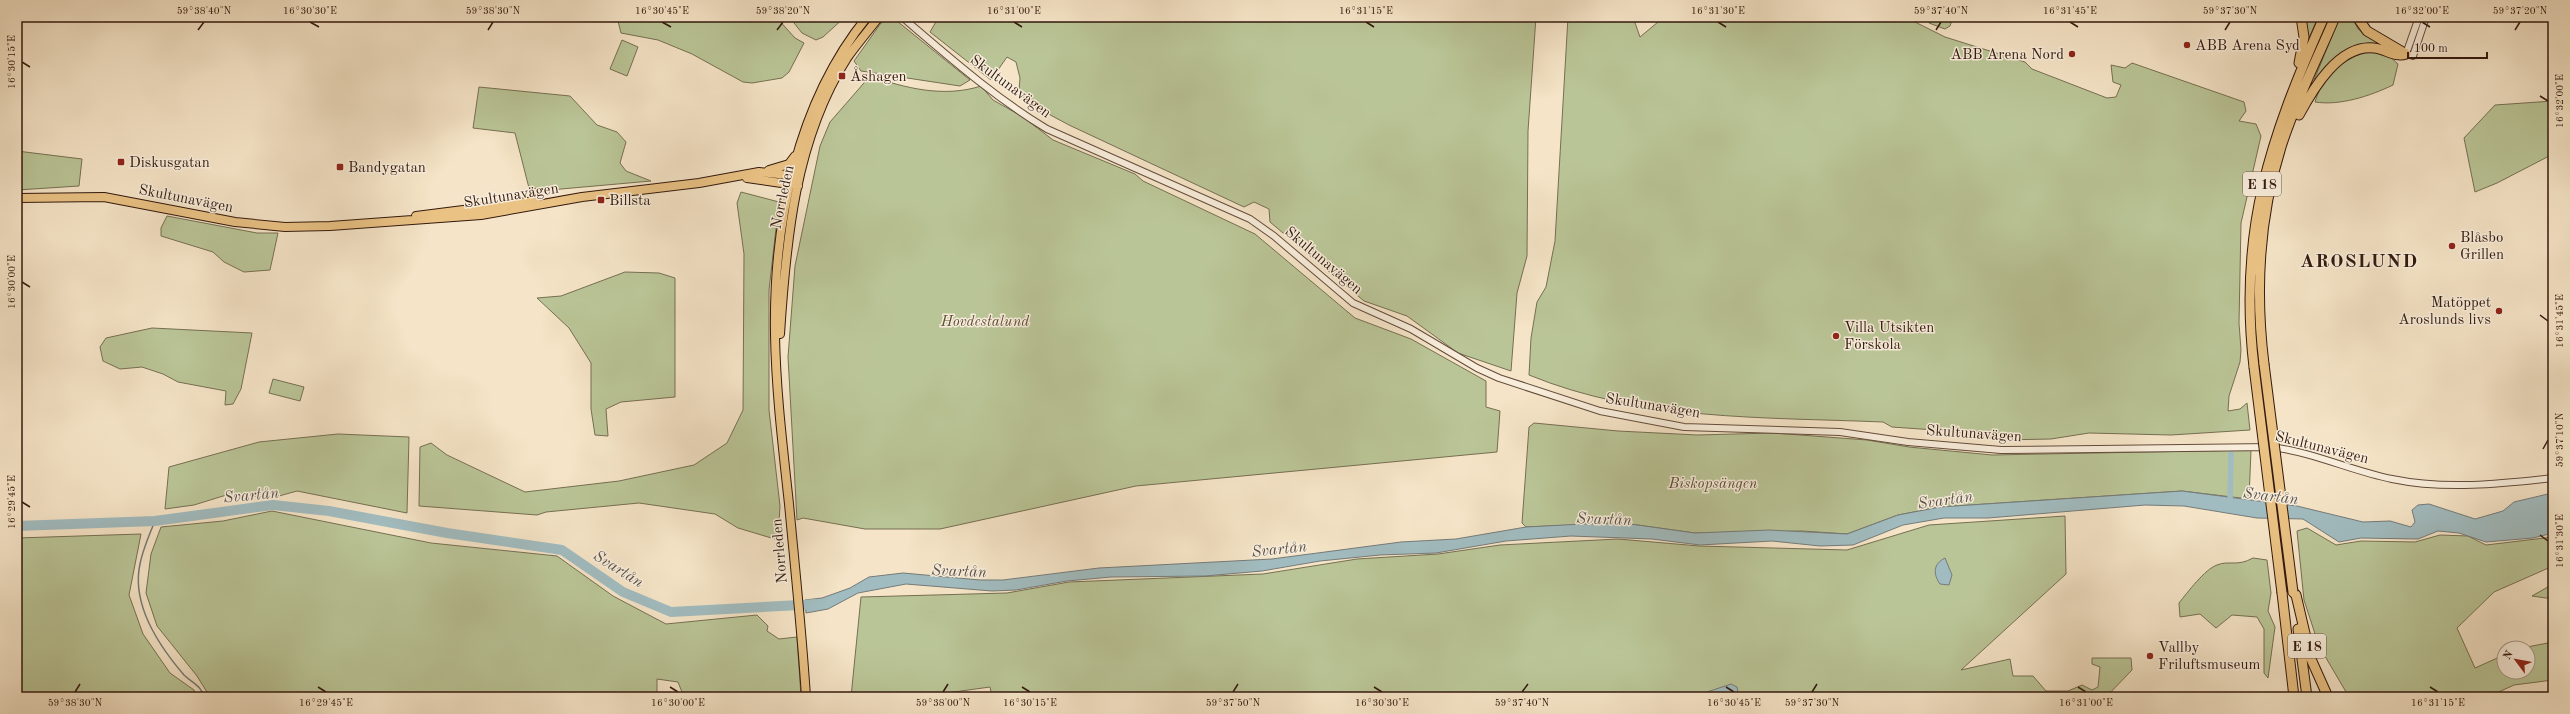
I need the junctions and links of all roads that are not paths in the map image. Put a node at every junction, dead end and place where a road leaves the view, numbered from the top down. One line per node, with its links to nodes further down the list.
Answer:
1 (867, 17): 12 (main road, Norrleden)
2 (879, 17): 15 (main road, Norrleden)
3 (902, 17): 17 (street, Skultunavägen)
4 (2301, 17): 11 (highway, E 18)
5 (2324, 17): 11 (highway, E 18)
6 (2335, 17): 11 (highway, E 18)
7 (2357, 17): 10 (highway)
8 (2419, 17): 10 (street)
9 (2426, 17): 10 (street)
10 (2409, 55): 11 (highway, E 18)
11 (2300, 89): 18 (highway, E 18, bridge); 19 (highway, E 18, bridge)
12 (798, 151): 13 (main road); 15 (main road, Norrleden)
13 (759, 172): 14 (main road, Skultunavägen); 15 (main road, Skultunavägen)
14 (735, 177): 15 (main road, Skultunavägen); 16 (main road, Skultunavägen)
15 (792, 185): 20 (main road, Norrleden)
16 (17, 198)
17 (2553, 478)
18 (2293, 592): 21 (highway, E 18); 22 (highway, E 18)
19 (2292, 694)
20 (806, 697)
21 (2307, 697)
22 (2328, 697)

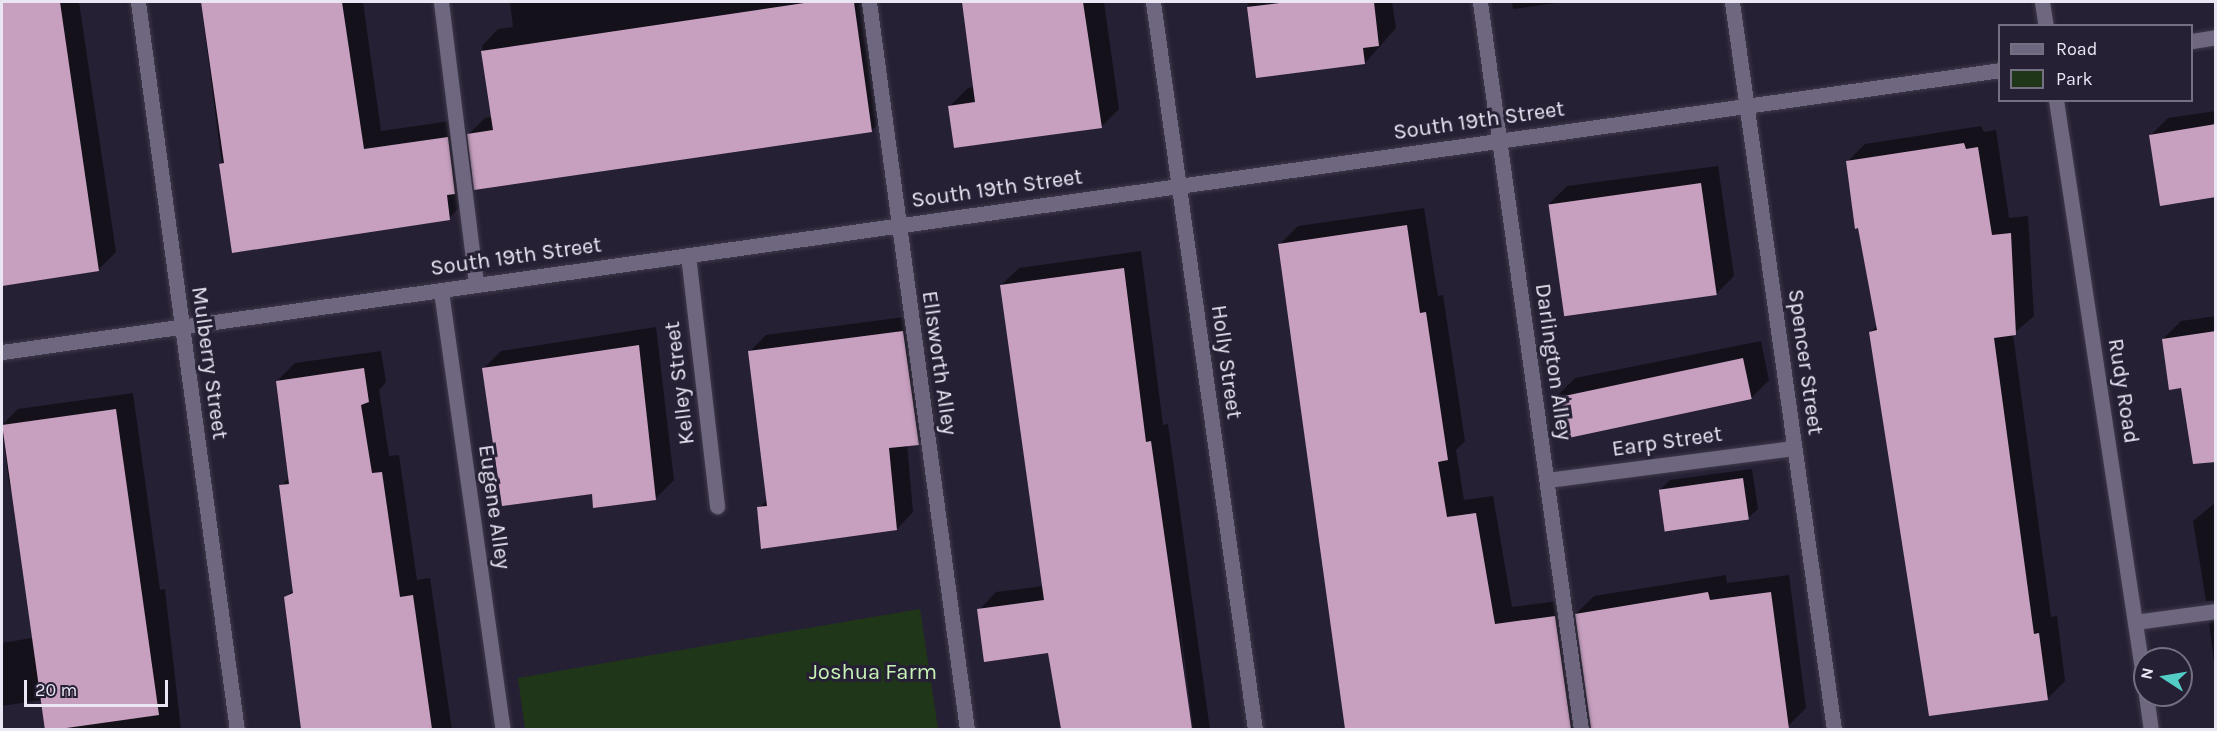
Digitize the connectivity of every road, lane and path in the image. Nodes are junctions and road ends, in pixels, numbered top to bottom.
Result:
1 (138, 2) edge
2 (441, 2) edge
3 (868, 2) edge
4 (1153, 2) edge
5 (1480, 2) edge
6 (1731, 2) edge
7 (2042, 2) edge
8 (2046, 24) edge
9 (2216, 37) edge
10 (2193, 41) edge
11 (1998, 70) edge
12 (2056, 102) edge
13 (1746, 106) junction
14 (1499, 141) junction
15 (1179, 186) junction
16 (897, 226) junction
17 (688, 255) junction
18 (476, 285) junction
19 (441, 291) junction
20 (181, 327) junction
21 (2, 352) edge
22 (1794, 448) junction
23 (1547, 480) junction
24 (717, 506) dead end
25 (2216, 611) edge
26 (2135, 622) junction
27 (2139, 647) edge
28 (2148, 707) edge
29 (237, 729) edge
30 (502, 729) edge
31 (967, 729) edge
32 (1255, 729) edge
33 (1581, 729) edge
34 (1834, 729) edge
35 (2151, 729) edge

1 - 20 street, Mulberry Street
2 - 18 street
3 - 16 street, Ellsworth Alley
4 - 15 street, Holly Street
5 - 14 street, Darlington Alley
6 - 13 street, Spencer Street
7 - 8 street
9 - 10 street
11 - 13 street, South 19th Street
12 - 26 street, Rudy Road
13 - 14 street, South 19th Street
13 - 22 street, Spencer Street
14 - 15 street, South 19th Street
14 - 23 street, Darlington Alley
15 - 16 street, South 19th Street
15 - 32 street, Holly Street
16 - 17 street, South 19th Street
16 - 31 street, Ellsworth Alley
17 - 18 street, South 19th Street
17 - 24 street, Kelley Street
18 - 19 street, South 19th Street
19 - 20 street, South 19th Street
19 - 30 street, Eugene Alley
20 - 21 street, South 19th Street
20 - 29 street, Mulberry Street
22 - 23 street, Earp Street
22 - 34 street, Spencer Street
23 - 33 street, Darlington Alley
25 - 26 street
26 - 27 street, Rudy Road
28 - 35 street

* Problem to work on: Wherever the word "Skultunavägen" appears in a line of the data above, copy that line.

* Solution:
3 (902, 17): 17 (street, Skultunavägen)
13 (759, 172): 14 (main road, Skultunavägen); 15 (main road, Skultunavägen)
14 (735, 177): 15 (main road, Skultunavägen); 16 (main road, Skultunavägen)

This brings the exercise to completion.